Dataset extract:
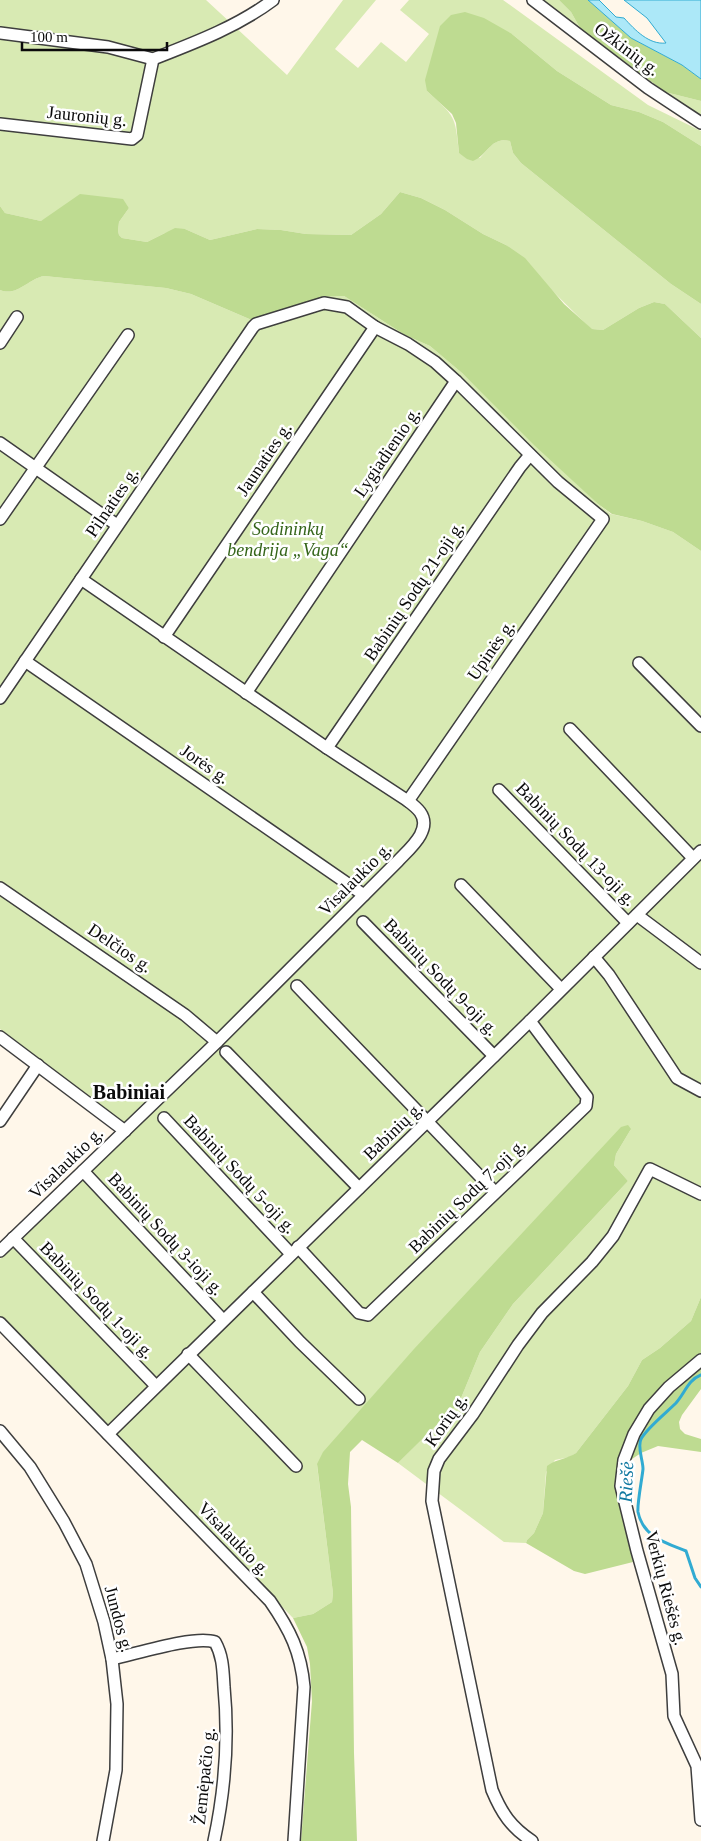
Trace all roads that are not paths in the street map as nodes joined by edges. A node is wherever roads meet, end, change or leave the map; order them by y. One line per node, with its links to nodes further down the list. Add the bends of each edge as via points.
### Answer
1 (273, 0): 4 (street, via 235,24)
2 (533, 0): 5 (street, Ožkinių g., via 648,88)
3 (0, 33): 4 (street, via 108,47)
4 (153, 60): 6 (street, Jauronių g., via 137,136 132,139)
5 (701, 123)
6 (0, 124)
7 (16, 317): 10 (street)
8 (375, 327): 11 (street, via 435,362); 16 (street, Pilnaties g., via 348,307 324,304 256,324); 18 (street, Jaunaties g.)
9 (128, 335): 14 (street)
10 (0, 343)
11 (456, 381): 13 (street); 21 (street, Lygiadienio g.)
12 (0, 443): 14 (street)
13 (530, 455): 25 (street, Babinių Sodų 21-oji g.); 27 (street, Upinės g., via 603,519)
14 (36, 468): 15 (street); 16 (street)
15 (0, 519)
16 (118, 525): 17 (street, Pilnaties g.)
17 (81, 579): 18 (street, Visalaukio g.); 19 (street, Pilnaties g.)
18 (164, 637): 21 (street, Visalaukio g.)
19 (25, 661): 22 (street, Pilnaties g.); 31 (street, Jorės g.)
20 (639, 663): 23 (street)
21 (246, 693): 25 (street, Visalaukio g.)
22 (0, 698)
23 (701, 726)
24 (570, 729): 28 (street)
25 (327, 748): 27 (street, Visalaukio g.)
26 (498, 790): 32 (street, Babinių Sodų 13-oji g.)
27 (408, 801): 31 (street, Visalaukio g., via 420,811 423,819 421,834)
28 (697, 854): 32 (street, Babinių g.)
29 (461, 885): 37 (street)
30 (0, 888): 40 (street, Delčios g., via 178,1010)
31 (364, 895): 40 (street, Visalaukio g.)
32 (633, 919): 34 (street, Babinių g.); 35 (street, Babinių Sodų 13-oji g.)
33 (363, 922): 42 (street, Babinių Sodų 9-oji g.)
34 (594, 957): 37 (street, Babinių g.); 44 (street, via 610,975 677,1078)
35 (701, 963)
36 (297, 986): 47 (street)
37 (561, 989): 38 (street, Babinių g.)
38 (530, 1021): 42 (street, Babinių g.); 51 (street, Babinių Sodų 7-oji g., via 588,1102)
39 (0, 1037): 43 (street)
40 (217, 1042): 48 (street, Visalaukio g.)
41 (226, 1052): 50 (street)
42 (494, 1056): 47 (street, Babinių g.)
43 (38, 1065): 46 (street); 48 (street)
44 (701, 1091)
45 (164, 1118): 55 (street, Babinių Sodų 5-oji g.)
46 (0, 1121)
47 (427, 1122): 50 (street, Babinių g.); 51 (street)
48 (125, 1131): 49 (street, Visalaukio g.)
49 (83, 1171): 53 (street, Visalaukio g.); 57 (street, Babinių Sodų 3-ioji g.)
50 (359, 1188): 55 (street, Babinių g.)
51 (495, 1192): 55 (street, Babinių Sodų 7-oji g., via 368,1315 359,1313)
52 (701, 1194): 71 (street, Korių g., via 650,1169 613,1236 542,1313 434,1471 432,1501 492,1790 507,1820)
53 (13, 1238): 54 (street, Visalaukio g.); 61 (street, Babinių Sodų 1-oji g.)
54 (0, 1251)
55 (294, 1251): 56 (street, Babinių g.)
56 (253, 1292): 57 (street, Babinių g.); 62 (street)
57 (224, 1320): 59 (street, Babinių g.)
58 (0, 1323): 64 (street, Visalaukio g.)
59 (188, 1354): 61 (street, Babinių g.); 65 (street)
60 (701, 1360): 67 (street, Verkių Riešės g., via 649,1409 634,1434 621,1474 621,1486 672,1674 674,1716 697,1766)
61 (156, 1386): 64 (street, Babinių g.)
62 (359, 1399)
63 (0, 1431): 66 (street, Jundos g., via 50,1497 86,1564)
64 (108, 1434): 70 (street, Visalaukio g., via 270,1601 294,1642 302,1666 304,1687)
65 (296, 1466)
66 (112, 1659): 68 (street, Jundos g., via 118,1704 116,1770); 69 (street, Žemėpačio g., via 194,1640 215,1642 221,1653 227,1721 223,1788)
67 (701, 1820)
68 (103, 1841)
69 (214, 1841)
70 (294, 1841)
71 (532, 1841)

Try it: Copy out every entry exactly as written, but not the pictures.

Solution to the exercise:
Trace all roads that are not paths in the street map as nodes joined by edges. A node is wherever roads meet, end, change or leave the map; order them by y. One line per node, with its links to nodes further down the list. Add the bends of each edge as via points.
### Answer
1 (273, 0): 4 (street, via 235,24)
2 (533, 0): 5 (street, Ožkinių g., via 648,88)
3 (0, 33): 4 (street, via 108,47)
4 (153, 60): 6 (street, Jauronių g., via 137,136 132,139)
5 (701, 123)
6 (0, 124)
7 (16, 317): 10 (street)
8 (375, 327): 11 (street, via 435,362); 16 (street, Pilnaties g., via 348,307 324,304 256,324); 18 (street, Jaunaties g.)
9 (128, 335): 14 (street)
10 (0, 343)
11 (456, 381): 13 (street); 21 (street, Lygiadienio g.)
12 (0, 443): 14 (street)
13 (530, 455): 25 (street, Babinių Sodų 21-oji g.); 27 (street, Upinės g., via 603,519)
14 (36, 468): 15 (street); 16 (street)
15 (0, 519)
16 (118, 525): 17 (street, Pilnaties g.)
17 (81, 579): 18 (street, Visalaukio g.); 19 (street, Pilnaties g.)
18 (164, 637): 21 (street, Visalaukio g.)
19 (25, 661): 22 (street, Pilnaties g.); 31 (street, Jorės g.)
20 (639, 663): 23 (street)
21 (246, 693): 25 (street, Visalaukio g.)
22 (0, 698)
23 (701, 726)
24 (570, 729): 28 (street)
25 (327, 748): 27 (street, Visalaukio g.)
26 (498, 790): 32 (street, Babinių Sodų 13-oji g.)
27 (408, 801): 31 (street, Visalaukio g., via 420,811 423,819 421,834)
28 (697, 854): 32 (street, Babinių g.)
29 (461, 885): 37 (street)
30 (0, 888): 40 (street, Delčios g., via 178,1010)
31 (364, 895): 40 (street, Visalaukio g.)
32 (633, 919): 34 (street, Babinių g.); 35 (street, Babinių Sodų 13-oji g.)
33 (363, 922): 42 (street, Babinių Sodų 9-oji g.)
34 (594, 957): 37 (street, Babinių g.); 44 (street, via 610,975 677,1078)
35 (701, 963)
36 (297, 986): 47 (street)
37 (561, 989): 38 (street, Babinių g.)
38 (530, 1021): 42 (street, Babinių g.); 51 (street, Babinių Sodų 7-oji g., via 588,1102)
39 (0, 1037): 43 (street)
40 (217, 1042): 48 (street, Visalaukio g.)
41 (226, 1052): 50 (street)
42 (494, 1056): 47 (street, Babinių g.)
43 (38, 1065): 46 (street); 48 (street)
44 (701, 1091)
45 (164, 1118): 55 (street, Babinių Sodų 5-oji g.)
46 (0, 1121)
47 (427, 1122): 50 (street, Babinių g.); 51 (street)
48 (125, 1131): 49 (street, Visalaukio g.)
49 (83, 1171): 53 (street, Visalaukio g.); 57 (street, Babinių Sodų 3-ioji g.)
50 (359, 1188): 55 (street, Babinių g.)
51 (495, 1192): 55 (street, Babinių Sodų 7-oji g., via 368,1315 359,1313)
52 (701, 1194): 71 (street, Korių g., via 650,1169 613,1236 542,1313 434,1471 432,1501 492,1790 507,1820)
53 (13, 1238): 54 (street, Visalaukio g.); 61 (street, Babinių Sodų 1-oji g.)
54 (0, 1251)
55 (294, 1251): 56 (street, Babinių g.)
56 (253, 1292): 57 (street, Babinių g.); 62 (street)
57 (224, 1320): 59 (street, Babinių g.)
58 (0, 1323): 64 (street, Visalaukio g.)
59 (188, 1354): 61 (street, Babinių g.); 65 (street)
60 (701, 1360): 67 (street, Verkių Riešės g., via 649,1409 634,1434 621,1474 621,1486 672,1674 674,1716 697,1766)
61 (156, 1386): 64 (street, Babinių g.)
62 (359, 1399)
63 (0, 1431): 66 (street, Jundos g., via 50,1497 86,1564)
64 (108, 1434): 70 (street, Visalaukio g., via 270,1601 294,1642 302,1666 304,1687)
65 (296, 1466)
66 (112, 1659): 68 (street, Jundos g., via 118,1704 116,1770); 69 (street, Žemėpačio g., via 194,1640 215,1642 221,1653 227,1721 223,1788)
67 (701, 1820)
68 (103, 1841)
69 (214, 1841)
70 (294, 1841)
71 (532, 1841)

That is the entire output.